Re: Genart last call review of draft-ietf-httpbis-rfc6265bis-19 from Dale R. Worley on 2025-09-20 (ietf-http-wg@w3.org from July to September 2025)

From: Dale R. Worley <worley@ariadne.com>
Date: Sat, 20 Sep 2025 15:38:20 -0400
To: ietf-http-wg@w3.org, <gen-art@ietf.org>
Message-ID: <87a52ox6c3.fsf@hobgoblin.ariadne.com>
My apologies on the delay in responding to this.  (Was gen-art included
as an addressee?)

A large number of items where we are in agreement are omitted here.

> From: Steven Bingler <bingler@chromium.org>
> Date: Mon, 25 Aug 2025 15:46:09 -0400
> To: ietf-http-wg@w3.org
> Subject: Re: Genart last call review of draft-ietf-httpbis-rfc6265bis-19
> Archived-At: <https://www.w3.org/mid/CAKvzGWfJMhX24droK1A20TCkC0BOzeMt8htnSuUd++Snx-j-9g@mail.gmail.com>
> 
> Not entirely sure why, but everything past the link got cut off.
> Re-sending my response below:
> 
> Hello Dale and Gen-ART,
> 
> Thank you for the review and my apologies for the late reply. I had to
> take a hiatus.
> 
> Find my responses below. The changes I've made have not yet been
> published as a draft but are available to view on the github repo.
> https://github.com/httpwg/http-extensions/blob/main/draft-ietf-httpbis-rfc6265bis.md
> 
> > This is ambiguous for parsing extension-av.  E.g.
> >
> > Set-Cookie: name=value;attr1= v a l u e ;attr2=x
> >
> > Does the value of attr1 start with "v" or with " "?  Does it end with
> "e" or with " "?
> 
> Given RFC9110 5.6.3 indicates that BWS MUST be removed before
> interpreting the protocol element it seems to me that Section 4's
> grammar strongly implies that leading and trailing whitespace are not
> allowed. I agree that being more explicit about that is a good idea.
> 
> The "notes" section beneath the grammar, while a bit crowded, feels
> like a good place for an advisement along the lines of::
> "Per the grammar above, cookie-avs MUST NOT contain leading or
> trailing WSP characters as they will be interpreted as BWS and
> removed."

OK, I hadn't been aware of RFC 9110 sec. 5.6.3.  Given its overarching
scope, it's clear that non-null BWS "should not" appear and that any
recipient of it MUST act as if it was not there.  And any implementer
of Cookies SHOULD be aware of those rules.

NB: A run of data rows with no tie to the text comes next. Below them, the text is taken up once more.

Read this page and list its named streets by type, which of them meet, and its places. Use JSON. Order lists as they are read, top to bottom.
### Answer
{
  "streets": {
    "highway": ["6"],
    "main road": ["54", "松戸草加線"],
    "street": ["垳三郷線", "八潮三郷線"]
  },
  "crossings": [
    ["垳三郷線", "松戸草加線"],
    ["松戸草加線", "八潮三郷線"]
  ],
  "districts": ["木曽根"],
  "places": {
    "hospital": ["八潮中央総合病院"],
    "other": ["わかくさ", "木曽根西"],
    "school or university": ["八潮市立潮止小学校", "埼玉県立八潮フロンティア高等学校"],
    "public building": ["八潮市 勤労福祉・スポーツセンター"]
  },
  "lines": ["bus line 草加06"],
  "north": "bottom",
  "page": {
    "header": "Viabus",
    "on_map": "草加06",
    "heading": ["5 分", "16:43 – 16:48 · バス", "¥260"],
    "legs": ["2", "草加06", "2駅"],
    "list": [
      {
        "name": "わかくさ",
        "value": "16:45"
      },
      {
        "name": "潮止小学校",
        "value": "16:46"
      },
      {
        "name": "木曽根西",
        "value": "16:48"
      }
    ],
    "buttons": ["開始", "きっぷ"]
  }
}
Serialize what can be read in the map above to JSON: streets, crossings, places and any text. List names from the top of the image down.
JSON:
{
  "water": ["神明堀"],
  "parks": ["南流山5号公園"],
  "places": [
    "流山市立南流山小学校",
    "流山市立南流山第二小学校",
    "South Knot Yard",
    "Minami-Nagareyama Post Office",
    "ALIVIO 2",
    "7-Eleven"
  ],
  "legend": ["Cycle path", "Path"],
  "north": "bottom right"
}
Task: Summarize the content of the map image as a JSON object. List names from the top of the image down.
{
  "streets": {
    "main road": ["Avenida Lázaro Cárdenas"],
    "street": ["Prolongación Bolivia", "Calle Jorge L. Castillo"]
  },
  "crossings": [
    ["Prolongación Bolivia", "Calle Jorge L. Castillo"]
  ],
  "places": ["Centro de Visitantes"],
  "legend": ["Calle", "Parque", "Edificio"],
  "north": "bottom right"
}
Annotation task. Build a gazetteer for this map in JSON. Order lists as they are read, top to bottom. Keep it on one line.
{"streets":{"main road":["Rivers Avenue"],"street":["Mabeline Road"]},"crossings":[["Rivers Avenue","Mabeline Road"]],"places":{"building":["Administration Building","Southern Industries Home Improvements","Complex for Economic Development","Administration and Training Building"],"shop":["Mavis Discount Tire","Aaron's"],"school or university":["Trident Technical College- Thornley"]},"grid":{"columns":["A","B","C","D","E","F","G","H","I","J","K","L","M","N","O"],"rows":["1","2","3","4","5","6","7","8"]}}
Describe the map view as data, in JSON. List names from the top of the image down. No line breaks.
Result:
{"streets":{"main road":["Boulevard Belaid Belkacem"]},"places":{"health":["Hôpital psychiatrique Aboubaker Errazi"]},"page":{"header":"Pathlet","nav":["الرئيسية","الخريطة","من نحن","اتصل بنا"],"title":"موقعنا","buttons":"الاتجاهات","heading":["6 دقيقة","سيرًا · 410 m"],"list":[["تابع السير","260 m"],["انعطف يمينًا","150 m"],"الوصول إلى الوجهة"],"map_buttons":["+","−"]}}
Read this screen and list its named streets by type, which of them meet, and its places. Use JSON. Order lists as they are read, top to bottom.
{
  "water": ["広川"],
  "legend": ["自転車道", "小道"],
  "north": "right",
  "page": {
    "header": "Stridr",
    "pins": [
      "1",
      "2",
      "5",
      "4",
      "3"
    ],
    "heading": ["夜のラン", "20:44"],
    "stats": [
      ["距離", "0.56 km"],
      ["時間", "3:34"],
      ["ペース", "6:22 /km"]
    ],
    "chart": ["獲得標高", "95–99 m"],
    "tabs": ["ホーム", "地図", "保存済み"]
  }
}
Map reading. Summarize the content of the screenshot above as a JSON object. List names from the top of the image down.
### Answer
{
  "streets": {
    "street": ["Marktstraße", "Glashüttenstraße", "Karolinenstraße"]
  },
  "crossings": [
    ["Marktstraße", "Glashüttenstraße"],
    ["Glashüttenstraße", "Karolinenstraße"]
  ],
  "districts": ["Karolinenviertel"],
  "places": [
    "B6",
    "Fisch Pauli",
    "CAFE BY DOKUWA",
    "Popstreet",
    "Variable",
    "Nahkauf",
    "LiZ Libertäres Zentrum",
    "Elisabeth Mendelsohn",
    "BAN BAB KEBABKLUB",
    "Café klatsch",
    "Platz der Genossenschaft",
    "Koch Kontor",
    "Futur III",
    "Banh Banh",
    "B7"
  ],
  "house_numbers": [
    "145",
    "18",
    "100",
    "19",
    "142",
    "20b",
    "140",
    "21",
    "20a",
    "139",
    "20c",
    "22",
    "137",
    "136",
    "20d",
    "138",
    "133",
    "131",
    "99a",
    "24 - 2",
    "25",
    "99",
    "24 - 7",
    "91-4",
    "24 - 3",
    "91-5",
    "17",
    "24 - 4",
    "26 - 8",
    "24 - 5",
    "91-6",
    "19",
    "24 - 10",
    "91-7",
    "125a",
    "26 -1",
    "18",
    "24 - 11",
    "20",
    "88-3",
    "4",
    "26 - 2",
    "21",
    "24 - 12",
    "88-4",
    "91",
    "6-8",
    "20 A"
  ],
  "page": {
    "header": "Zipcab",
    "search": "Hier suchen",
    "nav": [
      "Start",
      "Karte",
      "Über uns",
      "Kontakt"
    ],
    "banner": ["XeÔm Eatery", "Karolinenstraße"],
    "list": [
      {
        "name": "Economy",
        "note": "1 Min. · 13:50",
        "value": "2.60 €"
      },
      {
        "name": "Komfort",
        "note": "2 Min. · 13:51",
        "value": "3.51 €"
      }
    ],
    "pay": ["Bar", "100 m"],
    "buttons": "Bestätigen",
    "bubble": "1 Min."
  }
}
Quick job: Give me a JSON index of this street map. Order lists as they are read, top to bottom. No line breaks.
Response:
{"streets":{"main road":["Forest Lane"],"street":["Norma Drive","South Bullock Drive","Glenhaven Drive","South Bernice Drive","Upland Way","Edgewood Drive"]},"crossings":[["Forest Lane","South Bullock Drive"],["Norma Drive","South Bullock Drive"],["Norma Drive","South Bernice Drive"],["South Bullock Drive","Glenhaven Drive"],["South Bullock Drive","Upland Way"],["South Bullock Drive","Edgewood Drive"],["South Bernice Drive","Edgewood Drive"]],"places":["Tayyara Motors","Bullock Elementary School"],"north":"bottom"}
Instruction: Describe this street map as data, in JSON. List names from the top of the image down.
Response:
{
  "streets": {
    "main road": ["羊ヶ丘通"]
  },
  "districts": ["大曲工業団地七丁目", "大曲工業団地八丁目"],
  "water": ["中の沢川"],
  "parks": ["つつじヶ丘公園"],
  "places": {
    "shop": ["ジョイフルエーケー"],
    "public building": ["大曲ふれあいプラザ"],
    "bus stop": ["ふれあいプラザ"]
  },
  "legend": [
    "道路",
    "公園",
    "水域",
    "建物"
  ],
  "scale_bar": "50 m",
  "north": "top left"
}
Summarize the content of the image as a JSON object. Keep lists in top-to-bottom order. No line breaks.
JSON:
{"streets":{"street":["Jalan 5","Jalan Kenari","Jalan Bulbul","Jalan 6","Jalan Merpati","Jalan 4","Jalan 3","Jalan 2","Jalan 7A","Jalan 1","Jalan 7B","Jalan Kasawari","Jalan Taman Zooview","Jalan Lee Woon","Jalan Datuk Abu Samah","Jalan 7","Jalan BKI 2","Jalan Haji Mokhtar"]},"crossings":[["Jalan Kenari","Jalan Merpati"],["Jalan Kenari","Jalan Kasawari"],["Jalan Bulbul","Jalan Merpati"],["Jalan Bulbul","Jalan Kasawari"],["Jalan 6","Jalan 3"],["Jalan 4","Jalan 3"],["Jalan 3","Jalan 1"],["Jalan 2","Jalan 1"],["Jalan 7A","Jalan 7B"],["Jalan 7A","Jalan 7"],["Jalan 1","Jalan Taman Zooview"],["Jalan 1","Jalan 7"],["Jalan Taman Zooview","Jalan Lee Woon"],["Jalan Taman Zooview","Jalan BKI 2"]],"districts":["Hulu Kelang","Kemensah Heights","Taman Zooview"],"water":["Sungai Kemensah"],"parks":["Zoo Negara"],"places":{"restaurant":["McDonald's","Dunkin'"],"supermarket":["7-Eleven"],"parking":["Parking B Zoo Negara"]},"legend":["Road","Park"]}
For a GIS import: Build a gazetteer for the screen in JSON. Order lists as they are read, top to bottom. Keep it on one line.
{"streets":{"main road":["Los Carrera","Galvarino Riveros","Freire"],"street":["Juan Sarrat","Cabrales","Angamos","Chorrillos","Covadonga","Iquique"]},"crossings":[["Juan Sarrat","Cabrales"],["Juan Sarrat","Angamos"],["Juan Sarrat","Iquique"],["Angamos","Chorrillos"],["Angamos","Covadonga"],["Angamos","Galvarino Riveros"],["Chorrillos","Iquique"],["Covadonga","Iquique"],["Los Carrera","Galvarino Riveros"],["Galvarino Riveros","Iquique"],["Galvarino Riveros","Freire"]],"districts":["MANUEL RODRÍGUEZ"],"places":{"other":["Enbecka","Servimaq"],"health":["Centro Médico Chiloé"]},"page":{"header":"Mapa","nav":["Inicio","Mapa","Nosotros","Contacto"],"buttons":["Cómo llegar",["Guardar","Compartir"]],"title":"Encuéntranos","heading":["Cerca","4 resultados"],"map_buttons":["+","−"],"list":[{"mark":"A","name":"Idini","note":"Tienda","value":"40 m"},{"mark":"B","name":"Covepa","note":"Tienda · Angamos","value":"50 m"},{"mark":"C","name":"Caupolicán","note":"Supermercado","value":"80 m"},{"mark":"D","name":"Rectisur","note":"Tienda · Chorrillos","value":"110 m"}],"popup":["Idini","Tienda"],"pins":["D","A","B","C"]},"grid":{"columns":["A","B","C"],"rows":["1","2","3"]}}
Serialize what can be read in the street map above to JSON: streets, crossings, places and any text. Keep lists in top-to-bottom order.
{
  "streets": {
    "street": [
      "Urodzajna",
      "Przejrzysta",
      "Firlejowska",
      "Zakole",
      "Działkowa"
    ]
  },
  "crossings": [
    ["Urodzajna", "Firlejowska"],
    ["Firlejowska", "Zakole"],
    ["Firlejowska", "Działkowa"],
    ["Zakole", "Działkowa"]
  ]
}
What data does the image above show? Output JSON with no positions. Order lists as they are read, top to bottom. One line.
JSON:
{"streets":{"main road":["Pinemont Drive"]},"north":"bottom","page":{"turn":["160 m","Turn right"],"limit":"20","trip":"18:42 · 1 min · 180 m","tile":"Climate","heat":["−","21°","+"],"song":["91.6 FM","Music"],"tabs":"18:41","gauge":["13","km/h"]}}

However, it's not clear to me how 5.6.3 applies to extension-av
specifically.  And my analysis in my report probably was incorrect.  The
difficulty appears only in regard to extension-av; all defined options
have unambiguous grammars.  cookie-av appears in the context:

   set-cookie-string = BWS cookie-pair *( BWS ";" OWS cookie-av )

that is, preceded by OWS and followed by BWS (if there is a following
option).  cookie-av has extension-av as an alternative, which is
defined as:

   extension-av      = *av-octet
   av-octet          = %x20-3A / %x3C-7E
                         ; any CHAR except CTLs or ";"

The problem is that SPC can be both the first and last character of
extension-av, where it cannot be distinguished from being part of a
preceding OWS or a following BWS.  (There isn't a problem determining
unambiguously that an internal SPC is part of the extension-av; I was
mistaken in that.)  The BWS would have to be ignored of course, and if I
understand correctly, the OWS is not significant.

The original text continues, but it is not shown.